What the task requires → Hand back all of the records exactly as they read.
━━━ Listed entries
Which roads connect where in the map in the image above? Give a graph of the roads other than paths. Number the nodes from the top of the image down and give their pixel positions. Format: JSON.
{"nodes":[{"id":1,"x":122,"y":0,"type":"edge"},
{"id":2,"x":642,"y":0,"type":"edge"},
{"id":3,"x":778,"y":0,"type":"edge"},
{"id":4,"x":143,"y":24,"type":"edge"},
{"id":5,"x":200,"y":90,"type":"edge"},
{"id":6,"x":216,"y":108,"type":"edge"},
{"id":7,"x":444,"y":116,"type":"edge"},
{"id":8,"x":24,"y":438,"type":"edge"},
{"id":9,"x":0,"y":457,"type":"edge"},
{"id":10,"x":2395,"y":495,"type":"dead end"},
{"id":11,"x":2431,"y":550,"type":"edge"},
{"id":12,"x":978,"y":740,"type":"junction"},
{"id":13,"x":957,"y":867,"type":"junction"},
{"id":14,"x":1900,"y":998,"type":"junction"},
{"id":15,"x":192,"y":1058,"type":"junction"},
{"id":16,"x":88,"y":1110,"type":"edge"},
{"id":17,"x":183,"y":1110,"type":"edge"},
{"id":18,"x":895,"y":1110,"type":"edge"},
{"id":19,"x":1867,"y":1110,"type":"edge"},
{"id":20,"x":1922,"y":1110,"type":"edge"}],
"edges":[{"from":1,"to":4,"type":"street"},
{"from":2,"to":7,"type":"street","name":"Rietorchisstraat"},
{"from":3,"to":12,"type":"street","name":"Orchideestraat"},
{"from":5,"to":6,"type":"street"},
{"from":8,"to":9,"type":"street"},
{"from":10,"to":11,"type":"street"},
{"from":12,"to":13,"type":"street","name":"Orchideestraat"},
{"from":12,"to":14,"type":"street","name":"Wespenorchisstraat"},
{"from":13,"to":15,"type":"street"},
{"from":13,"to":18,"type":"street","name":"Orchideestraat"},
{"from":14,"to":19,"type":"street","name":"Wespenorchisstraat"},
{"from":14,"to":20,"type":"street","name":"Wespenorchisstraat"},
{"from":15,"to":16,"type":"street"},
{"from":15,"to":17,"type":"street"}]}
━━━━━━
Task response →
Which roads connect where in the map in the image above? Give a graph of the roads other than paths. Number the nodes from the top of the image down and give their pixel positions. Format: JSON.
{"nodes":[{"id":1,"x":122,"y":0,"type":"edge"},
{"id":2,"x":642,"y":0,"type":"edge"},
{"id":3,"x":778,"y":0,"type":"edge"},
{"id":4,"x":143,"y":24,"type":"edge"},
{"id":5,"x":200,"y":90,"type":"edge"},
{"id":6,"x":216,"y":108,"type":"edge"},
{"id":7,"x":444,"y":116,"type":"edge"},
{"id":8,"x":24,"y":438,"type":"edge"},
{"id":9,"x":0,"y":457,"type":"edge"},
{"id":10,"x":2395,"y":495,"type":"dead end"},
{"id":11,"x":2431,"y":550,"type":"edge"},
{"id":12,"x":978,"y":740,"type":"junction"},
{"id":13,"x":957,"y":867,"type":"junction"},
{"id":14,"x":1900,"y":998,"type":"junction"},
{"id":15,"x":192,"y":1058,"type":"junction"},
{"id":16,"x":88,"y":1110,"type":"edge"},
{"id":17,"x":183,"y":1110,"type":"edge"},
{"id":18,"x":895,"y":1110,"type":"edge"},
{"id":19,"x":1867,"y":1110,"type":"edge"},
{"id":20,"x":1922,"y":1110,"type":"edge"}],
"edges":[{"from":1,"to":4,"type":"street"},
{"from":2,"to":7,"type":"street","name":"Rietorchisstraat"},
{"from":3,"to":12,"type":"street","name":"Orchideestraat"},
{"from":5,"to":6,"type":"street"},
{"from":8,"to":9,"type":"street"},
{"from":10,"to":11,"type":"street"},
{"from":12,"to":13,"type":"street","name":"Orchideestraat"},
{"from":12,"to":14,"type":"street","name":"Wespenorchisstraat"},
{"from":13,"to":15,"type":"street"},
{"from":13,"to":18,"type":"street","name":"Orchideestraat"},
{"from":14,"to":19,"type":"street","name":"Wespenorchisstraat"},
{"from":14,"to":20,"type":"street","name":"Wespenorchisstraat"},
{"from":15,"to":16,"type":"street"},
{"from":15,"to":17,"type":"street"}]}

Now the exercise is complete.